Saturday, December 16, 2017

Sailing Along (1938), 7

Kay, who works on a Thames River barge, and Steve are secretly in love with each other but do their best to hide it. Kay wants desperately to be a music-hall star and Steve wants to be a ... 
(80 min, but my VCI print is 91) Released 1938-01-25
Director: Sonnie Hale
Stars: Jessie Matthews, Barry MacKay, Jack Whiting, Roland Young, Alastair Sim
Buddy Bradley ... dance arranger

Genres: Comedy | Musical | Romance

This is the 9th JM film in this quest, and her last full-out musical. One more film this year, then skip to 1 in '43, 1 in '44, 1 in '58, and 1 in '78. A couple of films ago I commented that "I already want to own all her movies", and I've started that process. Maybe I'll time out to do a mini-quest of her films. 

This print is not great, but not bad either; one of the 10 films released by VCI in 2013. Hopefully I'll find a good post-Xmas sale to pick up the rest.

Jack Whiting dances very well, say par with George Murphy, plus he's handsome. But he only made 6 films, and this is the only Musical. (I'm putting his last one in this quest to see if he dances anyway.) He doesn't dazzle me, but impresses enough for me to lament his short film career. Apparently someone likes him a lot, because he has more stage credits, in more detail, than any I've seen on IMDb. So he profited from his dancing, as did theatre audiences, just not posterity.

Roland Young is as you would expect him; a little more competent than Topper, but not much. Alastair Sim plays a bizarre artist; his face adapts to "bizarre" without effort.

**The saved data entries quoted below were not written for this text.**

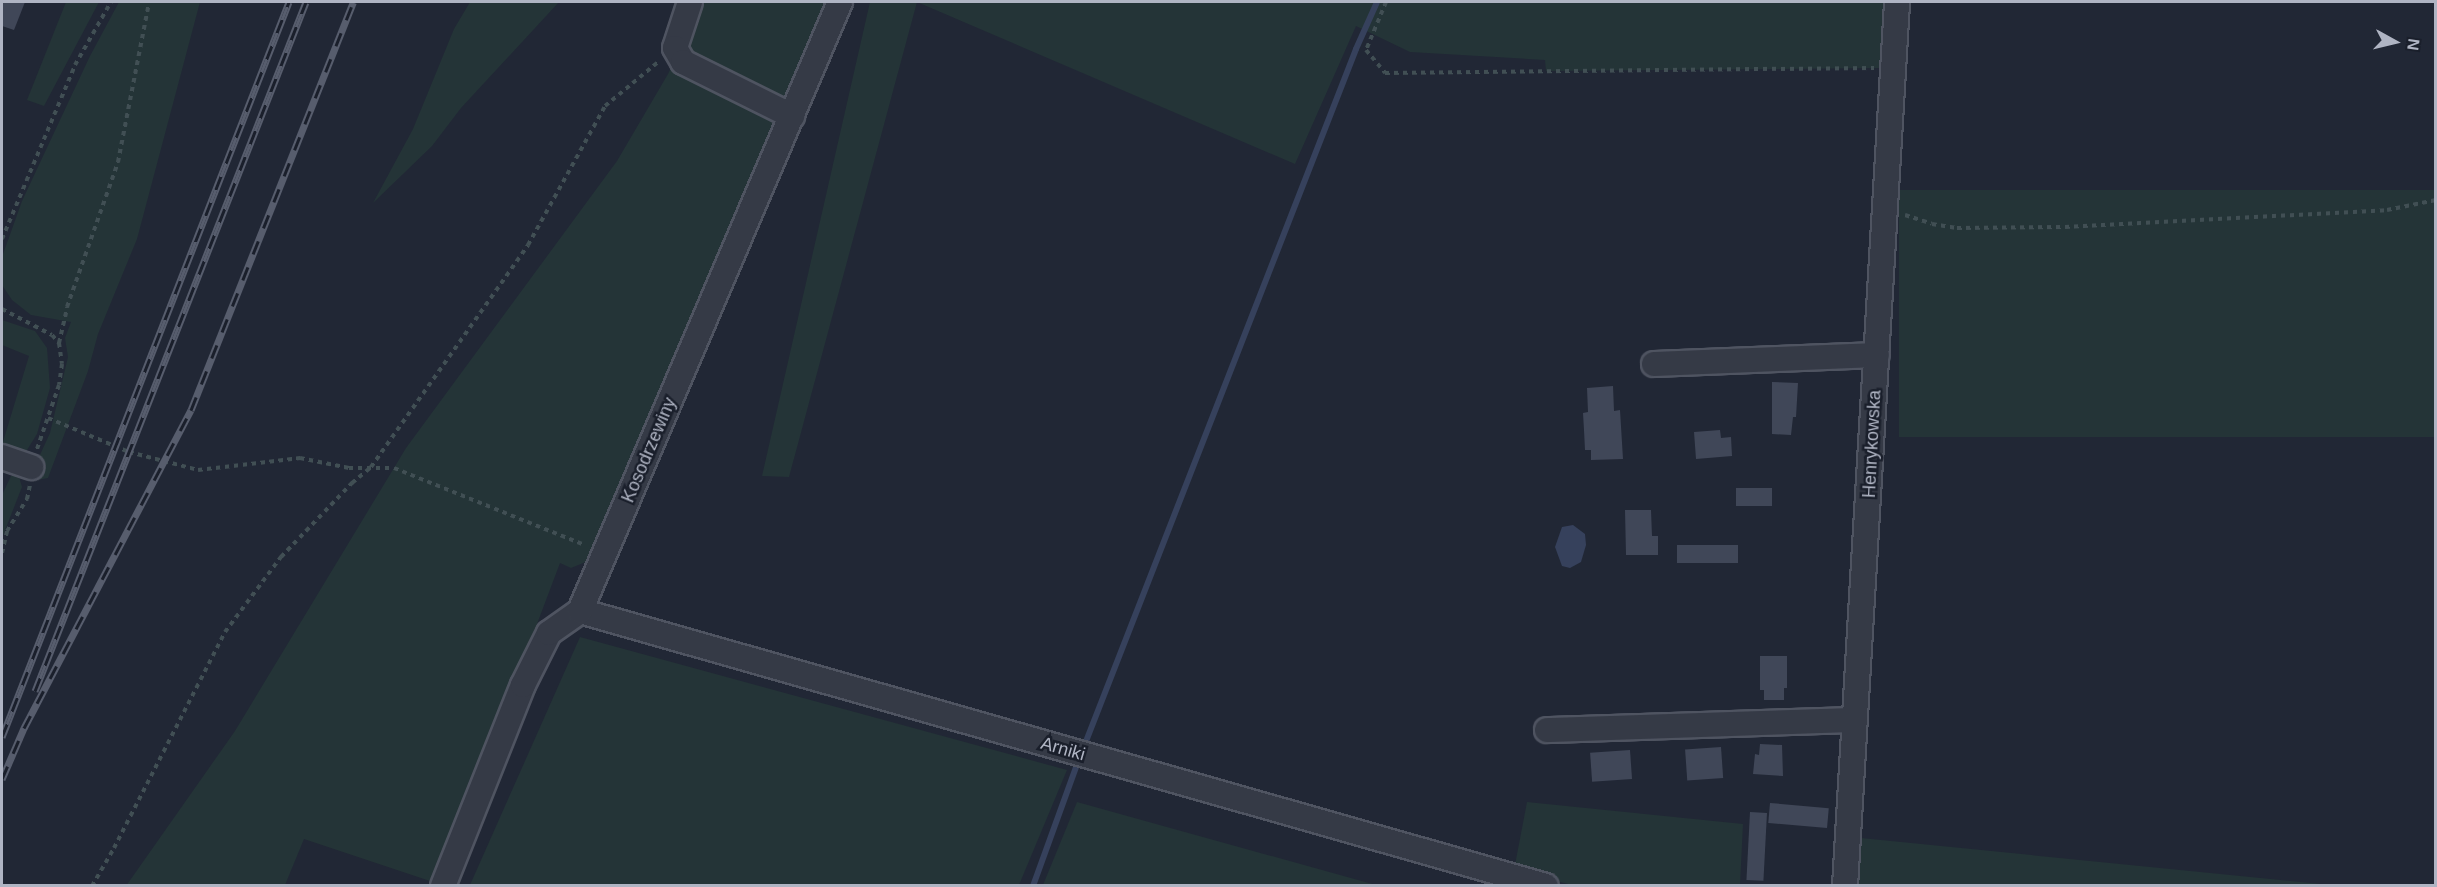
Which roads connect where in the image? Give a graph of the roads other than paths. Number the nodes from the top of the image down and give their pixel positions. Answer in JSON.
{"nodes":[{"id":1,"x":690,"y":2,"type":"edge"},
{"id":2,"x":840,"y":2,"type":"edge"},
{"id":3,"x":1897,"y":2,"type":"edge"},
{"id":4,"x":792,"y":116,"type":"junction"},
{"id":5,"x":1877,"y":355,"type":"junction"},
{"id":6,"x":1654,"y":364,"type":"dead end"},
{"id":7,"x":2,"y":457,"type":"edge"},
{"id":8,"x":31,"y":467,"type":"road end"},
{"id":9,"x":580,"y":612,"type":"junction"},
{"id":10,"x":1855,"y":720,"type":"junction"},
{"id":11,"x":1546,"y":730,"type":"dead end"},
{"id":12,"x":443,"y":885,"type":"edge"},
{"id":13,"x":1546,"y":885,"type":"edge"},
{"id":14,"x":1845,"y":885,"type":"edge"}],
"edges":[{"from":1,"to":4,"type":"street"},
{"from":2,"to":4,"type":"street","name":"Kosodrzewiny"},
{"from":3,"to":5,"type":"street","name":"Henrykowska"},
{"from":4,"to":9,"type":"street","name":"Kosodrzewiny"},
{"from":5,"to":6,"type":"street"},
{"from":5,"to":10,"type":"street","name":"Henrykowska"},
{"from":7,"to":8,"type":"street"},
{"from":9,"to":12,"type":"street"},
{"from":9,"to":13,"type":"street","name":"Arniki"},
{"from":10,"to":11,"type":"street"},
{"from":10,"to":14,"type":"street","name":"Henrykowska"}]}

The second billed is the nautical semi-brother to JM, and he doesn't sing or dance here.

My ambition is to know JM's musicals so well that I can identify the clips they use during the finale's montage by sight. That might be too bold, since I can't do that with F&G.

There weren't many who could sing, dance, look and act as well as JM. Ginger Rogers, Ann Miller, Betty Grable, Gwen Verdon, Mitzi Gaynor, Shirley MacLaine didn't sing as well; Eleanor Powell, Rita Hayworth, Vera-Ellen and Cyd Charisse were always dubbed, Cyd didn't really tap, and I don't remember V-E acting as much as JM; Ruby Keeler sang and acted tepidly; Judy Garland and Alice Faye danced well, but not this well; both probably had more opportunity to act dramatically and did it well. Maybe Doris Day, although you wouldn't replace JM with DD and vice versa. Joan Leslie doesn't come close, I don't think? Betty Hutton? Don't remember Marge Champion's voice. Jane Powell is very close, just more emphasis on singing than dancing. I should come back at the end of the quest and see who I missed. (I must confess, I collected these by looking through Google images.)

Sung/danced: 
  • 7:10 Trusting My Luck, s/d by JM on the barge doing laundry
  • 26:00 Trusting My Luck reprise, failed audition by JM in Roland Young's music room accompanied badly by Alastair Sim
  • 39:00 Souvenir of Love, s/d by JWhiting at dinner club
  • 45:40 Souvenir of Love, s/d by JM in Roland Young's palatial kitchen
  • 53:10 My River s/d by JM on the barge in an evening gown
  • 1:02:50 Your Heart Skips a Beat s/d by JM & JW
  • 1:18:00 the show Barging In begins with montage of s/d numbers, some from prior JM films
  • 1:19:20 Bargees' Ballet danced by JM, JW & thugs on the whorf
If you're only going to watch 2 JM movies, this and Evergreen ('34) are my recs.

Director Sonnie Hale was JM's husband 1931-44.